I was entertained by the Cathaoirleach’s reference to his nomination by his colleagues on the left and wondered was it a reference to the socialism of the Taoiseach, Deputy Bertie Ahern.

Senator Donie Cassidy: He is the Senator’s local Deputy.

Senator David Norris: Senator Cassidy, the restored Leader of the House, referred to the media in trenchant terms. We do not need to be frightened. There are many new Senators here, including Senator Eoghan Harris who, having got it so spectacularly wrong on the war in Iraq, may find that in his reportage from the battlefront here in Seanad Éireann he is able to give the people who read the largest selling newspaper in the country the real news.

I congratulate my good colleague and friend, the longest serving Member of this House, and a poll topper, Senator Ross, on the dignity and courage with which he spoke before Senator Moylan attained his present eminence.
I am greatly encouraged by the universal appetite for Seanad reform which usually dwindles after the first day.
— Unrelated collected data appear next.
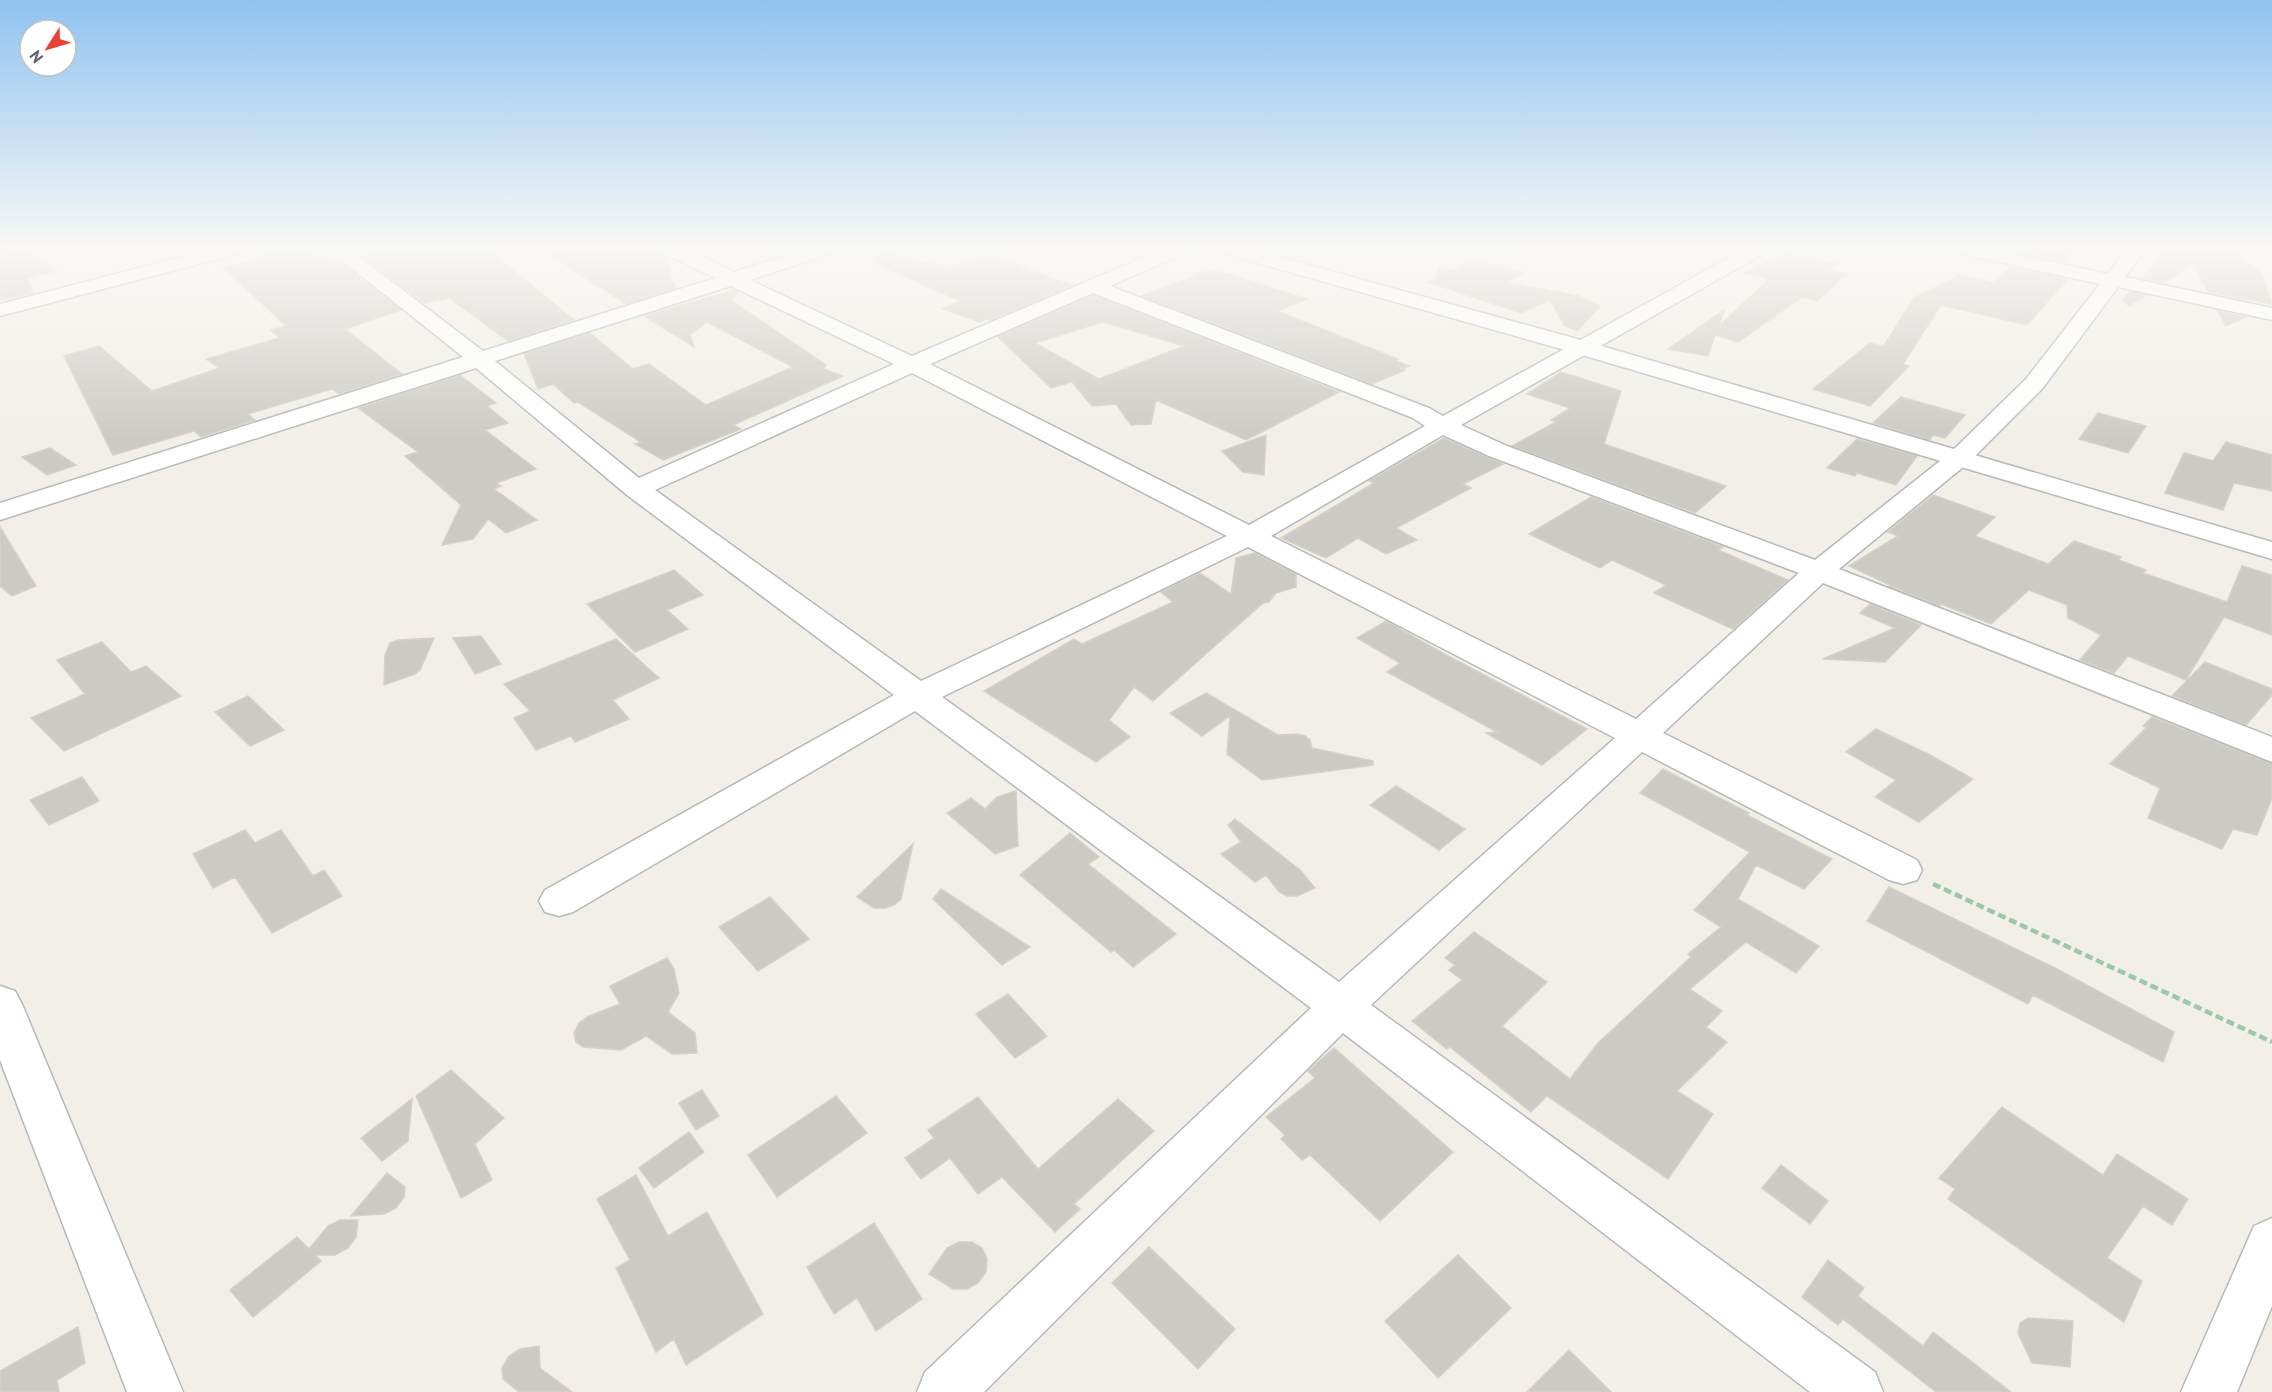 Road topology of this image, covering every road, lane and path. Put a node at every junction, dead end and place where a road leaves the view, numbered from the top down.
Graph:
1 (417, 311) edge
2 (636, 311) edge
3 (800, 311) edge
4 (1035, 311) edge
5 (1157, 311) edge
6 (1451, 311) edge
7 (1646, 311) edge
8 (2088, 311) edge
9 (1580, 347) junction
10 (480, 360) junction
11 (912, 364) junction
12 (1443, 426) junction
13 (1959, 458) junction
14 (636, 489) junction
15 (0, 512) edge
16 (1250, 537) junction
17 (2272, 551) edge
18 (1819, 571) junction
19 (917, 696) junction
20 (1637, 736) junction
21 (2272, 750) edge
22 (1903, 870) joint
23 (558, 901) dead end
24 (0, 1004) edge
25 (1341, 1007) junction
26 (2272, 1042) edge
27 (2272, 1242) edge
28 (155, 1392) edge
29 (945, 1392) edge
30 (1855, 1392) edge
31 (2209, 1392) edge

1 - 10 street
2 - 10 street
3 - 11 street
4 - 11 street
5 - 12 street
6 - 9 street
7 - 9 street
8 - 13 street
9 - 12 street
9 - 13 street
10 - 14 street
10 - 15 street
11 - 14 street
11 - 16 street
12 - 16 street
12 - 18 street
13 - 17 street
13 - 18 street
14 - 19 street
16 - 19 street
16 - 20 street
18 - 20 street
18 - 21 street
19 - 23 street
19 - 25 street
20 - 22 street
20 - 25 street
22 - 26 path
24 - 28 street
25 - 29 street
25 - 30 street
27 - 31 street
To encourage it to continue, I have placed on the Order Paper as No. 15, a proposal that we do something about this and adopt the principal recommendations of the report on Seanad reform. I note with interest that for some technical reasons, the names of my colleagues, Senators O’Toole and Ross, are not on the motion. I am sure they will be there, however, by the time we return. I will put it before the House and I ask the Government Members to show their cards by voting for the proposals for Seanad, not the wishy-washy drivel that we all talk about. Let us see them vote for those concrete proposals. That will be a good day.
We have nothing to fear from the further democratisation of the Seanad. I am not ashamed to represent university graduates and do not deprecate them. It is a fine achievement for people to have university degrees. It does not make them better than other people but if the entire panel system had been operated, the university seats would not have been left on their lonely eminence as the only fully democratic section of the Seanad. I remind Senator Cassidy that Senator Ross and I got approximately 5,500 votes each.
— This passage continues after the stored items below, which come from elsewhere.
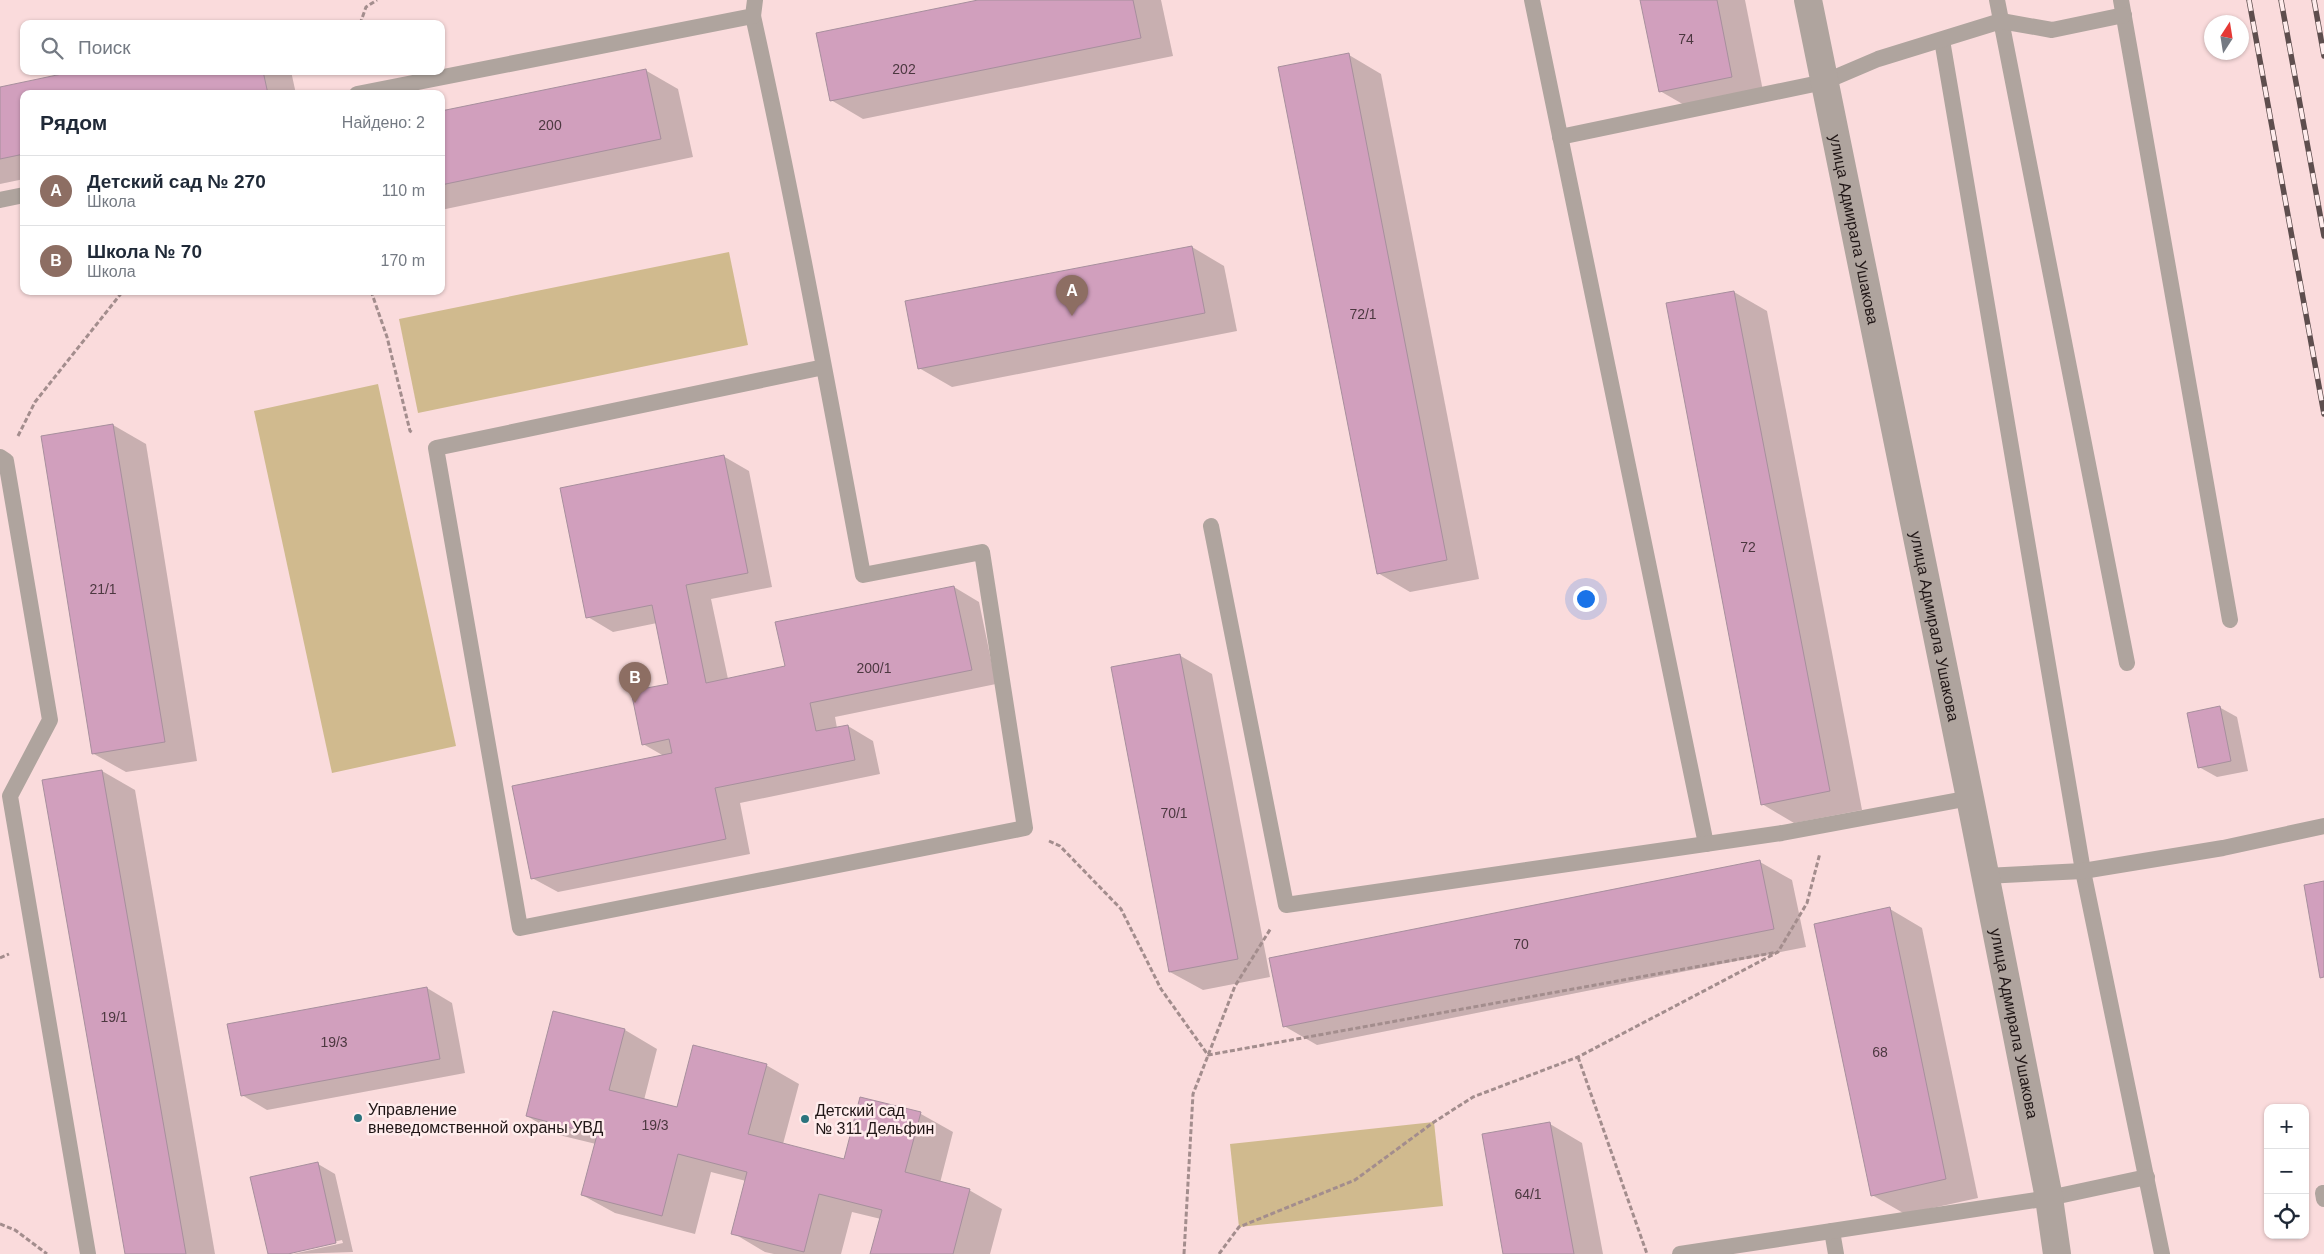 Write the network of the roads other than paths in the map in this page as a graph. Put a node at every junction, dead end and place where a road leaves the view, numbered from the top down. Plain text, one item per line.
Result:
1 (1532, 0) edge
2 (1808, 0) edge
3 (1997, 0) edge
4 (754, 8) edge
5 (2122, 8) edge
6 (2001, 21) junction
7 (1942, 40) junction
8 (445, 75) edge
9 (445, 75) edge
10 (1824, 82) junction
11 (375, 90) edge
12 (1560, 137) junction
13 (20, 196) edge
14 (0, 200) edge
15 (824, 366) junction
16 (3, 459) edge
17 (1211, 526) dead end
18 (2230, 620) dead end
19 (2127, 663) dead end
20 (1970, 798) junction
21 (2324, 826) edge
22 (1706, 844) junction
23 (2083, 871) junction
24 (1985, 876) junction
25 (2146, 1177) junction
26 (2049, 1198) junction
27 (1832, 1231) junction
28 (88, 1254) edge
29 (1680, 1254) edge
30 (1836, 1254) edge
31 (2057, 1254) edge
32 (2162, 1254) edge

1 - 12 lane
2 - 10 street, улица Адмирала Ушакова
3 - 6 lane
4 - 9 lane
4 - 15 lane
5 - 6 lane
5 - 18 lane
6 - 7 lane
6 - 19 lane
7 - 10 lane
7 - 23 lane
8 - 11 lane
10 - 12 lane
10 - 20 street, улица Адмирала Ушакова
12 - 22 lane
13 - 14 lane
15 - 15 lane
16 - 28 lane
17 - 22 lane
20 - 22 lane
20 - 24 street, улица Адмирала Ушакова
21 - 23 lane
23 - 24 lane
23 - 25 lane
24 - 26 street, улица Адмирала Ушакова
25 - 26 lane
25 - 32 lane
26 - 27 lane
26 - 31 street, улица Адмирала Ушакова
27 - 29 lane
27 - 30 lane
Senator Donie Cassidy: I thought I was in the Seanad because I was elected.

Senator David Norris: Does the Senator mean he was elected to the Dáil? There is not one Member on the Government side of the House who received more than approximately 100 real votes. To persuade the people of the fiction that they are genuinely elected, their votes must be multiplied by a factor of 1,000 so that a gullible public will consume the figures.